## The task
Pictures stay out of the copy; set down each line of the listing below exactly.

## Data extract
□ □ □ □ □ □ □

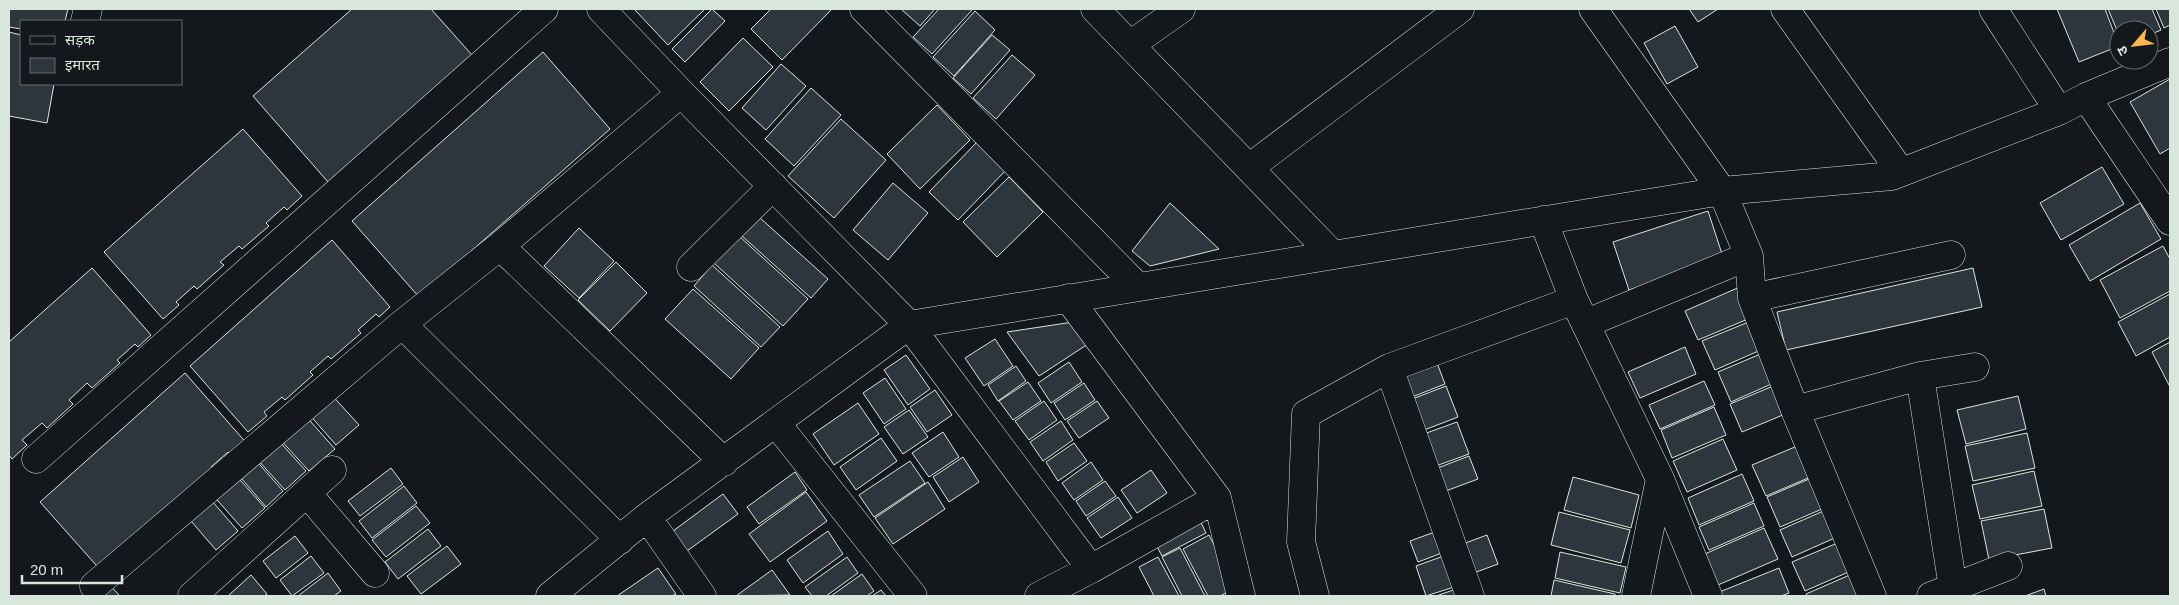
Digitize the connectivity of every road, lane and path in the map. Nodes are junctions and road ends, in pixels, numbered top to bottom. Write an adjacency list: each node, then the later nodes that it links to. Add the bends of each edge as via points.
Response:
1 (544, 9): 37 (street)
2 (864, 9): 26 (street)
3 (1096, 9): 10 (street)
4 (1181, 9): 10 (street)
5 (1460, 9): 15 (street)
6 (1593, 9): 18 (street)
7 (1785, 9): 16 (street)
8 (1993, 9): 14 (street)
9 (609, 12): 12 (street)
10 (1130, 45): 15 (street)
11 (2170, 62): 13 (street)
12 (681, 93): 17 (street); 21 (street)
13 (2086, 97): 14 (street); 20 (street)
14 (2059, 111): 16 (street)
15 (1249, 168): 22 (street)
16 (1901, 172): 18 (street, via 1892,176)
17 (773, 186): 25 (street); 31 (street)
18 (1722, 191): 19 (street); 24 (street)
19 (1543, 220): 22 (street); 29 (street)
20 (2170, 221)
21 (500, 246): 30 (street); 38 (street)
22 (1333, 255): 26 (street)
23 (1952, 255): 28 (street)
24 (1749, 256): 28 (street); 29 (street)
25 (691, 267)
26 (1138, 286): 27 (street)
27 (1068, 298): 31 (street); 42 (street)
28 (1752, 298): 35 (street)
29 (1581, 312): 33 (street); 40 (street)
30 (402, 324): 44 (street); 48 (street)
31 (909, 325): 36 (street); 46 (street)
32 (1975, 367): 34 (street)
33 (1389, 368): 56 (street, via 1306,414 1301,542); 57 (street)
34 (1920, 376): 35 (street); 49 (street)
35 (1795, 410): 60 (street)
36 (776, 423): 38 (street); 53 (street)
37 (36, 459)
38 (724, 462): 43 (street)
39 (332, 470): 41 (street)
40 (1660, 479): 58 (street); 59 (street)
41 (307, 493): 47 (street); 50 (street)
42 (1217, 498): 46 (street); 55 (street)
43 (647, 517): 44 (street); 52 (street)
44 (620, 540): 51 (street)
45 (2008, 566): 49 (street)
46 (1091, 569): 54 (street)
47 (375, 573)
48 (94, 586)
49 (1942, 592)
50 (192, 596)
51 (550, 596)
52 (702, 596)
53 (913, 596)
54 (1039, 596)
55 (1241, 596)
56 (1316, 596)
57 (1470, 596)
58 (1636, 596)
59 (1708, 596)
60 (1872, 596)

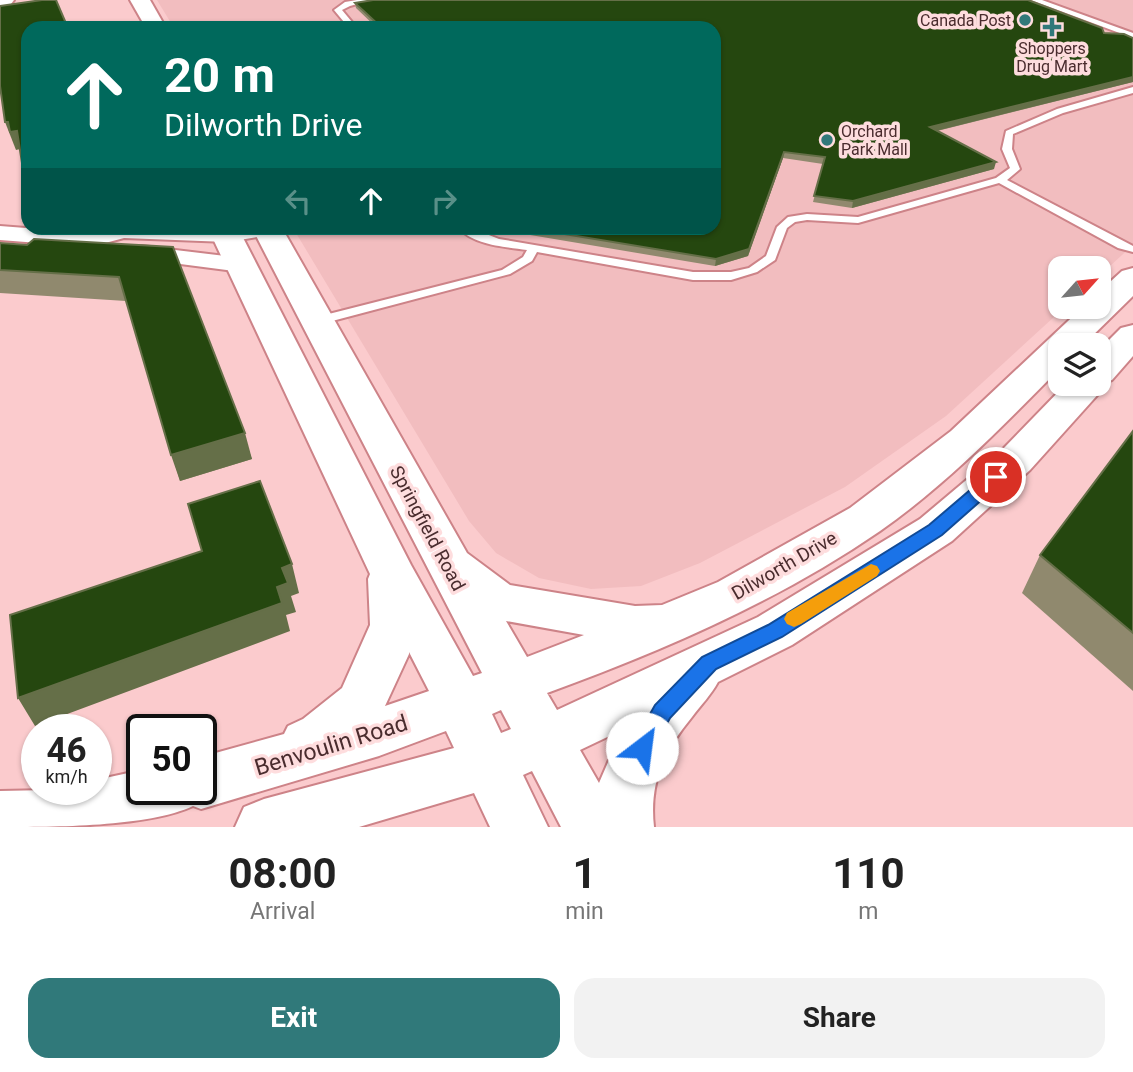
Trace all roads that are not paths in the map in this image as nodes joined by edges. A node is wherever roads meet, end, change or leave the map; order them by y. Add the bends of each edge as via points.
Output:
1 (140, 0) edge
2 (367, 0) edge
3 (1035, 0) edge
4 (1063, 0) edge
5 (1045, 4) junction
6 (152, 21) edge
7 (347, 21) edge
8 (1133, 36) edge
9 (1133, 90) edge
10 (1000, 180) junction
11 (0, 233) edge
12 (21, 235) edge
13 (26, 235) edge
14 (108, 235) edge
15 (162, 235) edge
16 (249, 235) edge
17 (271, 235) edge
18 (476, 235) edge
19 (90, 240) junction
20 (231, 242) edge
21 (533, 249) junction
22 (1133, 249) edge
23 (1133, 278) edge
24 (317, 321) junction
25 (1076, 333) edge
26 (1133, 335) edge
27 (1111, 359) edge
28 (1048, 360) edge
29 (1076, 396) edge
30 (442, 555) junction
31 (391, 570) junction
32 (675, 620) junction
33 (709, 663) junction
34 (514, 684) junction
35 (460, 703) junction
36 (545, 740) junction
37 (488, 764) junction
38 (221, 778) edge
39 (126, 800) edge
40 (0, 818) edge
41 (264, 827) edge
42 (519, 827) edge
43 (592, 827) edge
44 (625, 827) edge

1 - 6 main road
2 - 7 lane via 338,10
3 - 5 lane
4 - 5 lane
5 - 8 lane
9 - 10 lane via 1060,111 1009,133 1007,149 1015,169
10 - 21 lane via 858,220 792,219 782,227 771,258 760,267 732,276 693,276
10 - 22 lane
11 - 12 street
13 - 19 street
14 - 19 street
15 - 20 street
16 - 20 street
17 - 24 main road, Springfield Road
18 - 21 lane
19 - 20 street via 98,248
20 - 31 main road
21 - 24 lane via 528,259 506,272
23 - 25 main road, Dilworth Drive
24 - 30 main road, Springfield Road
26 - 27 main road
28 - 32 main road, Dilworth Drive via 965,440 865,519 735,595
29 - 33 main road via 1017,460 936,530 775,631
30 - 32 main road via 497,601 635,625
30 - 34 main road, Springfield Road
31 - 35 main road
31 - 38 main road via 394,625 360,704 322,736
32 - 34 main road, Dilworth Drive
33 - 36 main road
33 - 44 main road via 663,712 632,766 622,811
34 - 35 main road, Dilworth Drive
34 - 36 main road, Springfield Road
35 - 37 main road
35 - 38 main road, Benvoulin Road
36 - 37 main road
36 - 43 main road, Springfield Road
37 - 41 main road
37 - 42 main road
39 - 40 main road via 67,814

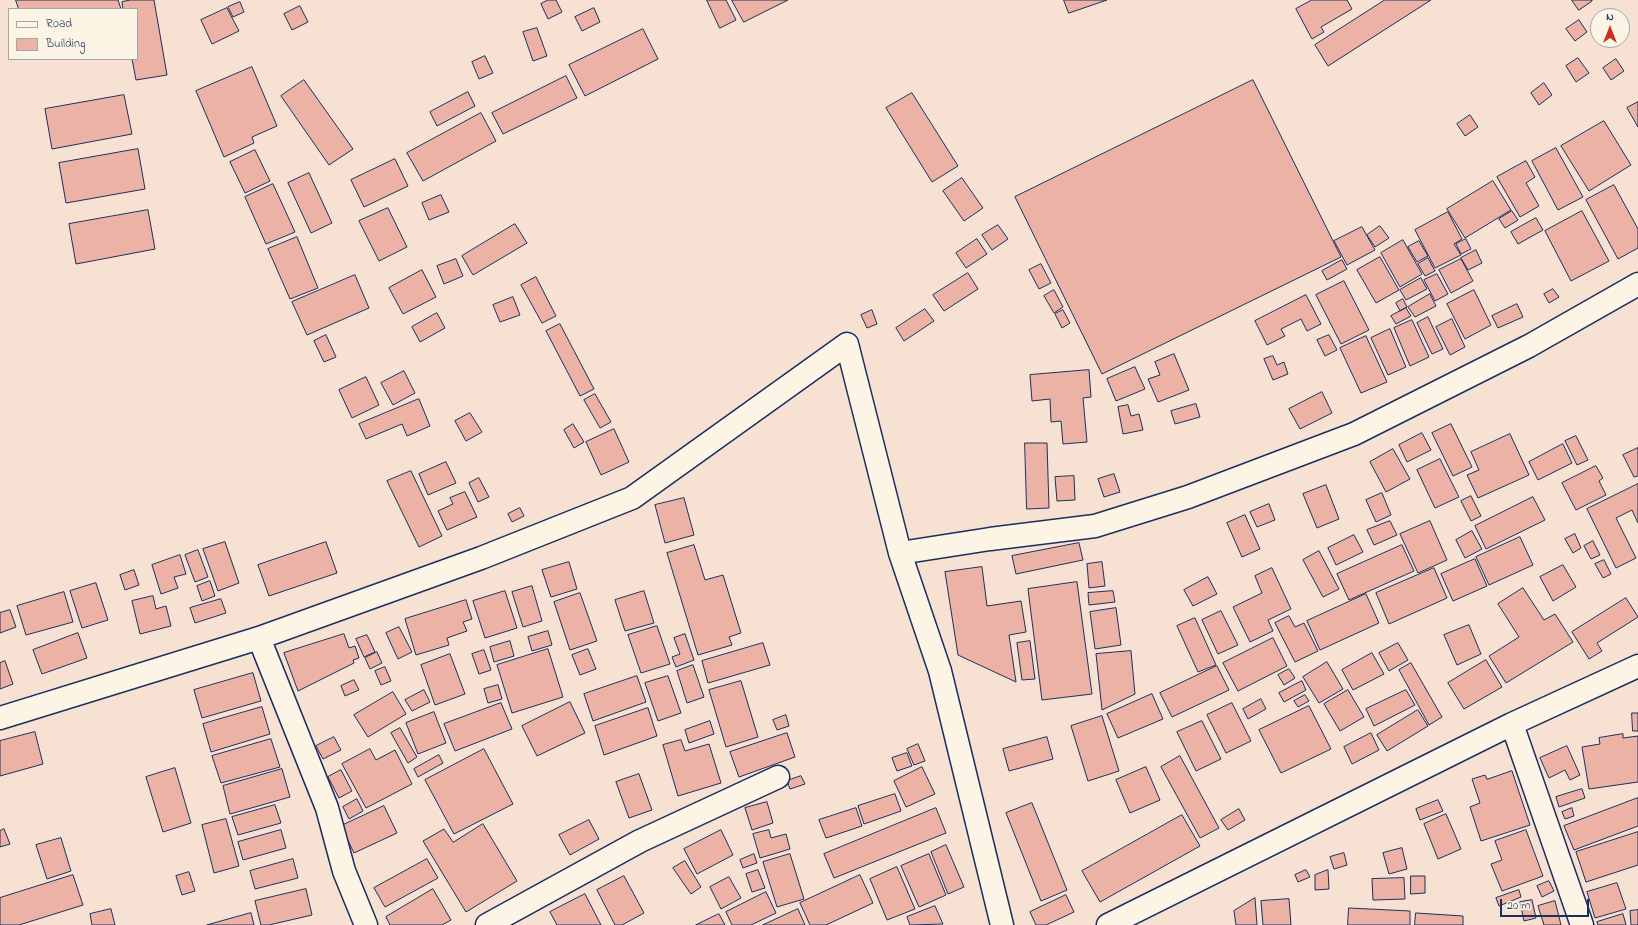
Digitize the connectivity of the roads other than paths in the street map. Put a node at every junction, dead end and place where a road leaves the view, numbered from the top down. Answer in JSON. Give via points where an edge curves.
{"nodes":[{"id":1,"x":1638,"y":284,"type":"edge"},
{"id":2,"x":900,"y":553,"type":"junction"},
{"id":3,"x":259,"y":638,"type":"junction"},
{"id":4,"x":1638,"y":666,"type":"edge"},
{"id":5,"x":0,"y":718,"type":"edge"},
{"id":6,"x":1512,"y":724,"type":"junction"},
{"id":7,"x":778,"y":777,"type":"dead end"},
{"id":8,"x":366,"y":925,"type":"edge"},
{"id":9,"x":486,"y":925,"type":"edge"},
{"id":10,"x":1002,"y":925,"type":"edge"},
{"id":11,"x":1108,"y":925,"type":"edge"},
{"id":12,"x":1582,"y":925,"type":"edge"}],
"edges":[{"from":1,"to":2,"type":"street","via":[[1529,346],[1354,434],[1188,497],[1095,526]]},
{"from":2,"to":3,"type":"street","via":[[847,344],[632,498],[481,558]]},
{"from":2,"to":10,"type":"street","via":[[940,671]]},
{"from":3,"to":5,"type":"street"},
{"from":3,"to":8,"type":"street","via":[[327,808],[344,871]]},
{"from":4,"to":6,"type":"street"},
{"from":6,"to":11,"type":"street"},
{"from":6,"to":12,"type":"street"},
{"from":7,"to":9,"type":"street","via":[[640,841]]}]}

□ □ □ □ □ □ □

## Solution for this exercise
Digitize the connectivity of every road, lane and path in the map. Nodes are junctions and road ends, in pixels, numbered top to bottom. Write an adjacency list: each node, then the later nodes that it links to. Add the bends of each edge as via points.
Response:
1 (544, 9): 37 (street)
2 (864, 9): 26 (street)
3 (1096, 9): 10 (street)
4 (1181, 9): 10 (street)
5 (1460, 9): 15 (street)
6 (1593, 9): 18 (street)
7 (1785, 9): 16 (street)
8 (1993, 9): 14 (street)
9 (609, 12): 12 (street)
10 (1130, 45): 15 (street)
11 (2170, 62): 13 (street)
12 (681, 93): 17 (street); 21 (street)
13 (2086, 97): 14 (street); 20 (street)
14 (2059, 111): 16 (street)
15 (1249, 168): 22 (street)
16 (1901, 172): 18 (street, via 1892,176)
17 (773, 186): 25 (street); 31 (street)
18 (1722, 191): 19 (street); 24 (street)
19 (1543, 220): 22 (street); 29 (street)
20 (2170, 221)
21 (500, 246): 30 (street); 38 (street)
22 (1333, 255): 26 (street)
23 (1952, 255): 28 (street)
24 (1749, 256): 28 (street); 29 (street)
25 (691, 267)
26 (1138, 286): 27 (street)
27 (1068, 298): 31 (street); 42 (street)
28 (1752, 298): 35 (street)
29 (1581, 312): 33 (street); 40 (street)
30 (402, 324): 44 (street); 48 (street)
31 (909, 325): 36 (street); 46 (street)
32 (1975, 367): 34 (street)
33 (1389, 368): 56 (street, via 1306,414 1301,542); 57 (street)
34 (1920, 376): 35 (street); 49 (street)
35 (1795, 410): 60 (street)
36 (776, 423): 38 (street); 53 (street)
37 (36, 459)
38 (724, 462): 43 (street)
39 (332, 470): 41 (street)
40 (1660, 479): 58 (street); 59 (street)
41 (307, 493): 47 (street); 50 (street)
42 (1217, 498): 46 (street); 55 (street)
43 (647, 517): 44 (street); 52 (street)
44 (620, 540): 51 (street)
45 (2008, 566): 49 (street)
46 (1091, 569): 54 (street)
47 (375, 573)
48 (94, 586)
49 (1942, 592)
50 (192, 596)
51 (550, 596)
52 (702, 596)
53 (913, 596)
54 (1039, 596)
55 (1241, 596)
56 (1316, 596)
57 (1470, 596)
58 (1636, 596)
59 (1708, 596)
60 (1872, 596)

Trace all roads that are not paths in the map in this image as nodes joined by edges. A node is wherever roads meet, end, change or leave the map; order them by y. Add the bends of each edge as via points.
Output:
1 (140, 0) edge
2 (367, 0) edge
3 (1035, 0) edge
4 (1063, 0) edge
5 (1045, 4) junction
6 (152, 21) edge
7 (347, 21) edge
8 (1133, 36) edge
9 (1133, 90) edge
10 (1000, 180) junction
11 (0, 233) edge
12 (21, 235) edge
13 (26, 235) edge
14 (108, 235) edge
15 (162, 235) edge
16 (249, 235) edge
17 (271, 235) edge
18 (476, 235) edge
19 (90, 240) junction
20 (231, 242) edge
21 (533, 249) junction
22 (1133, 249) edge
23 (1133, 278) edge
24 (317, 321) junction
25 (1076, 333) edge
26 (1133, 335) edge
27 (1111, 359) edge
28 (1048, 360) edge
29 (1076, 396) edge
30 (442, 555) junction
31 (391, 570) junction
32 (675, 620) junction
33 (709, 663) junction
34 (514, 684) junction
35 (460, 703) junction
36 (545, 740) junction
37 (488, 764) junction
38 (221, 778) edge
39 (126, 800) edge
40 (0, 818) edge
41 (264, 827) edge
42 (519, 827) edge
43 (592, 827) edge
44 (625, 827) edge

1 - 6 main road
2 - 7 lane via 338,10
3 - 5 lane
4 - 5 lane
5 - 8 lane
9 - 10 lane via 1060,111 1009,133 1007,149 1015,169
10 - 21 lane via 858,220 792,219 782,227 771,258 760,267 732,276 693,276
10 - 22 lane
11 - 12 street
13 - 19 street
14 - 19 street
15 - 20 street
16 - 20 street
17 - 24 main road, Springfield Road
18 - 21 lane
19 - 20 street via 98,248
20 - 31 main road
21 - 24 lane via 528,259 506,272
23 - 25 main road, Dilworth Drive
24 - 30 main road, Springfield Road
26 - 27 main road
28 - 32 main road, Dilworth Drive via 965,440 865,519 735,595
29 - 33 main road via 1017,460 936,530 775,631
30 - 32 main road via 497,601 635,625
30 - 34 main road, Springfield Road
31 - 35 main road
31 - 38 main road via 394,625 360,704 322,736
32 - 34 main road, Dilworth Drive
33 - 36 main road
33 - 44 main road via 663,712 632,766 622,811
34 - 35 main road, Dilworth Drive
34 - 36 main road, Springfield Road
35 - 37 main road
35 - 38 main road, Benvoulin Road
36 - 37 main road
36 - 43 main road, Springfield Road
37 - 41 main road
37 - 42 main road
39 - 40 main road via 67,814

Digitize the connectivity of the roads other than paths in the street map. Put a node at every junction, dead end and place where a road leaves the view, numbered from the top down. Answer in JSON. Give via points where an edge curves.
{"nodes":[{"id":1,"x":1638,"y":284,"type":"edge"},
{"id":2,"x":900,"y":553,"type":"junction"},
{"id":3,"x":259,"y":638,"type":"junction"},
{"id":4,"x":1638,"y":666,"type":"edge"},
{"id":5,"x":0,"y":718,"type":"edge"},
{"id":6,"x":1512,"y":724,"type":"junction"},
{"id":7,"x":778,"y":777,"type":"dead end"},
{"id":8,"x":366,"y":925,"type":"edge"},
{"id":9,"x":486,"y":925,"type":"edge"},
{"id":10,"x":1002,"y":925,"type":"edge"},
{"id":11,"x":1108,"y":925,"type":"edge"},
{"id":12,"x":1582,"y":925,"type":"edge"}],
"edges":[{"from":1,"to":2,"type":"street","via":[[1529,346],[1354,434],[1188,497],[1095,526]]},
{"from":2,"to":3,"type":"street","via":[[847,344],[632,498],[481,558]]},
{"from":2,"to":10,"type":"street","via":[[940,671]]},
{"from":3,"to":5,"type":"street"},
{"from":3,"to":8,"type":"street","via":[[327,808],[344,871]]},
{"from":4,"to":6,"type":"street"},
{"from":6,"to":11,"type":"street"},
{"from":6,"to":12,"type":"street"},
{"from":7,"to":9,"type":"street","via":[[640,841]]}]}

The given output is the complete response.